Activity: Tally the lines in the listing below that include "Заводская". Answer with the count and nothing more.

The input:

-----

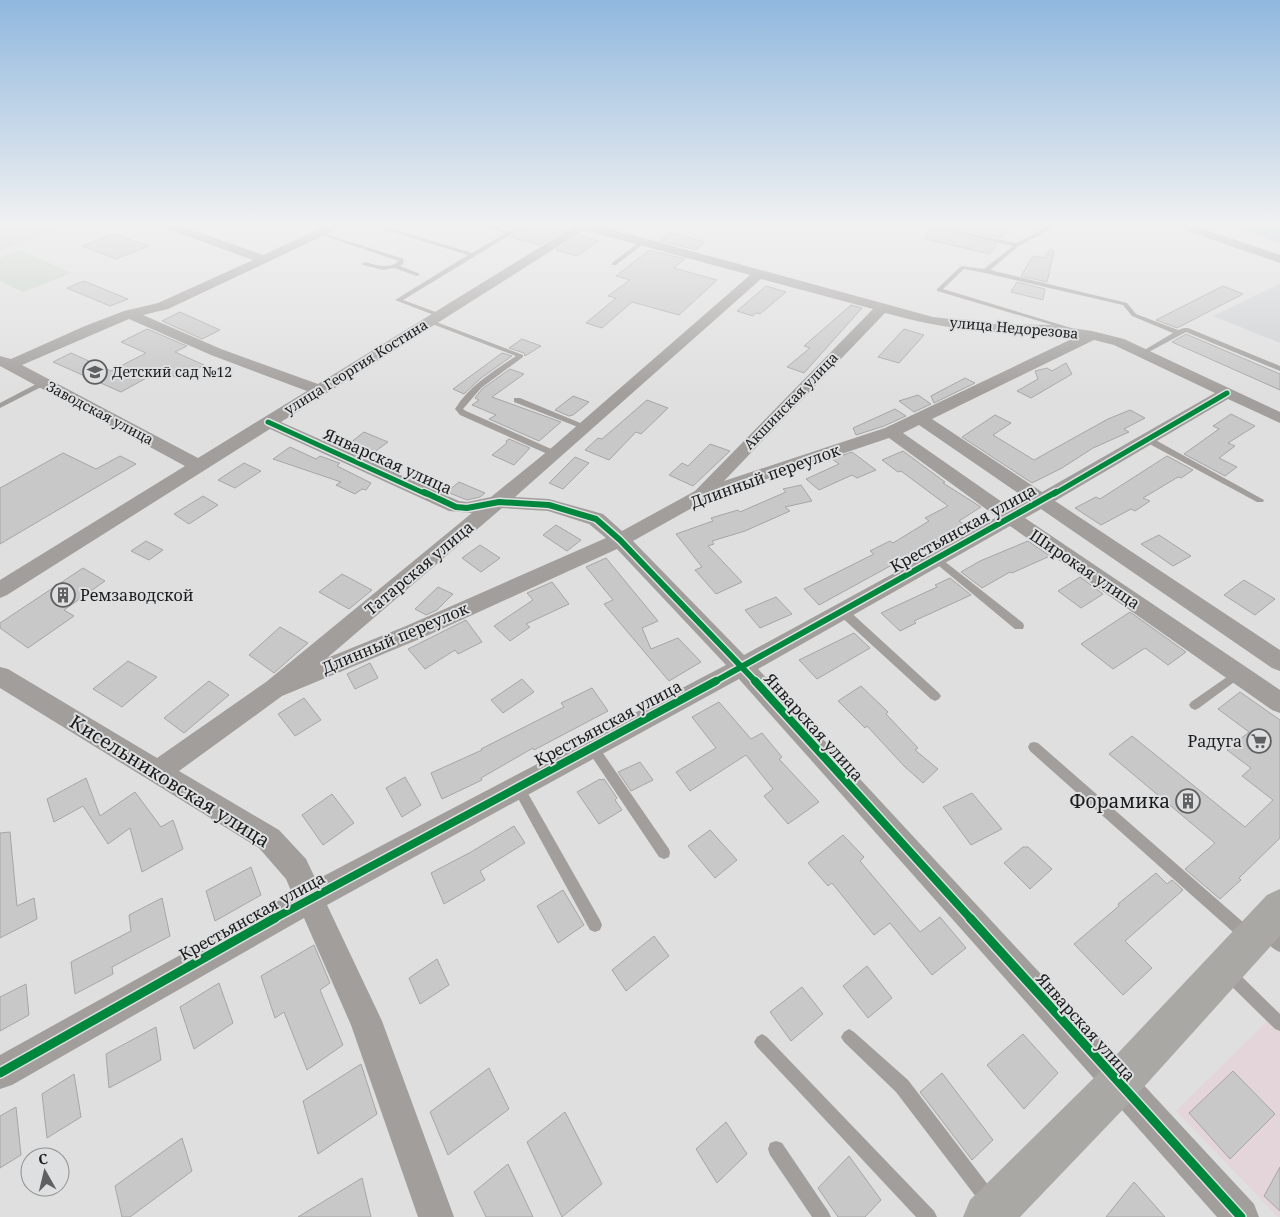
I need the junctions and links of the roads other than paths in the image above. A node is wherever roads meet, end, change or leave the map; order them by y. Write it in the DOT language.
graph roads {
  1 [pos="217,281"];
  2 [pos="430,281"];
  3 [pos="493,281"];
  4 [pos="751,281"];
  5 [pos="784,281"];
  6 [pos="949,281"];
  7 [pos="1026,281"];
  8 [pos="882,308"];
  9 [pos="129,314"];
  10 [pos="434,318"];
  11 [pos="1178,333"];
  12 [pos="1092,335"];
  13 [pos="1143,353"];
  14 [pos="4,363"];
  15 [pos="1280,369"];
  16 [pos="45,384"];
  17 [pos="319,390"];
  18 [pos="1227,393"];
  19 [pos="517,400"];
  20 [pos="0,406"];
  21 [pos="921,418"];
  22 [pos="1280,418"];
  23 [pos="268,422"];
  24 [pos="586,427"];
  25 [pos="892,432"];
  26 [pos="1147,439"];
  27 [pos="555,454"];
  28 [pos="199,466"];
  29 [pos="701,495"];
  30 [pos="1260,500"];
  31 [pos="1041,501"];
  32 [pos="499,502"];
  33 [pos="1010,517"];
  34 [pos="620,540"];
  35 [pos="936,559"];
  36 [pos="0,590"];
  37 [pos="842,611"];
  38 [pos="1019,626"];
  39 [pos="1280,662"];
  40 [pos="742,667"];
  41 [pos="1238,674"];
  42 [pos="0,676"];
  43 [pos="274,689"];
  44 [pos="935,696"];
  45 [pos="1280,703"];
  46 [pos="1195,705"];
  47 [pos="592,747"];
  48 [pos="1034,747"];
  49 [pos="159,771"];
  50 [pos="518,787"];
  51 [pos="664,853"];
  52 [pos="309,900"];
  53 [pos="596,925"];
  54 [pos="1268,930"];
  55 [pos="1224,969"];
  56 [pos="1280,1024"];
  57 [pos="849,1037"];
  58 [pos="762,1042"];
  59 [pos="0,1074"];
  60 [pos="1118,1084"];
  61 [pos="776,1149"];
  62 [pos="991,1213"];
  63 [pos="436,1217"];
  64 [pos="822,1217"];
  65 [pos="928,1217"];
  66 [pos="1241,1217"];
  1 -- 9 [label="street"];
  2 -- 10 [label="lane"];
  3 -- 10 [label="street, улица Георгия Костина"];
  4 -- 24 [label="street, Татарская улица"];
  5 -- 8 [label="street, улица Недорезова"];
  6 -- 12 [label="lane"];
  7 -- 11 [label="lane"];
  8 -- 12 [label="street, улица Недорезова"];
  8 -- 29 [label="street, Акшинская улица"];
  9 -- 14 [label="street"];
  9 -- 17 [label="street"];
  10 -- 17 [label="street, улица Георгия Костина"];
  10 -- 27 [label="lane"];
  11 -- 13 [label="lane"];
  11 -- 15 [label="lane"];
  12 -- 13 [label="street, улица Недорезова"];
  12 -- 21 [label="street, Длинный переулок"];
  13 -- 18 [label="street, улица Недорезова"];
  14 -- 16 [label="street, Заводская улица"];
  16 -- 20 [label="lane"];
  16 -- 28 [label="street, Заводская улица"];
  17 -- 23 [label="street, улица Георгия Костина"];
  18 -- 22 [label="street, улица Недорезова"];
  18 -- 26 [label="street, Крестьянская улица"];
  19 -- 24 [label="lane"];
  21 -- 25 [label="street, Длинный переулок"];
  21 -- 31 [label="street, Широкая улица"];
  23 -- 28 [label="street, улица Георгия Костина"];
  23 -- 32 [label="street, Январская улица"];
  24 -- 27 [label="street, Татарская улица"];
  25 -- 29 [label="street, Длинный переулок"];
  25 -- 33 [label="street, Широкая улица"];
  26 -- 30 [label="lane"];
  26 -- 31 [label="street, Крестьянская улица"];
  27 -- 32 [label="street, Татарская улица"];
  28 -- 36 [label="street, улица Георгия Костина"];
  29 -- 34 [label="street, Длинный переулок"];
  31 -- 33 [label="street, Крестьянская улица"];
  31 -- 39 [label="street, Широкая улица"];
  32 -- 34 [label="street, Январская улица"];
  32 -- 43 [label="street, Татарская улица"];
  33 -- 35 [label="street, Крестьянская улица"];
  33 -- 41 [label="street, Широкая улица"];
  34 -- 40 [label="street, Январская улица"];
  34 -- 43 [label="street, Длинный переулок"];
  35 -- 37 [label="street, Крестьянская улица"];
  35 -- 38 [label="lane"];
  37 -- 40 [label="street, Крестьянская улица"];
  37 -- 44 [label="lane"];
  40 -- 47 [label="street, Крестьянская улица"];
  40 -- 60 [label="street, Январская улица"];
  41 -- 45 [label="street, Широкая улица"];
  41 -- 46 [label="lane"];
  42 -- 49 [label="street, Кисельниковская улица"];
  43 -- 49 [label="street, Татарская улица"];
  47 -- 50 [label="street, Крестьянская улица"];
  47 -- 51 [label="lane"];
  48 -- 54 [label="lane"];
  49 -- 52 [label="street, Кисельниковская улица"];
  50 -- 52 [label="street, Крестьянская улица"];
  50 -- 53 [label="lane"];
  52 -- 59 [label="street, Крестьянская улица"];
  52 -- 63 [label="street, Кисельниковская улица"];
  54 -- 55 [label="main road"];
  55 -- 56 [label="lane"];
  55 -- 60 [label="main road"];
  57 -- 62 [label="lane"];
  58 -- 65 [label="lane"];
  60 -- 62 [label="main road"];
  60 -- 66 [label="street, Январская улица"];
  61 -- 64 [label="lane"];
}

-----

Answer space: 2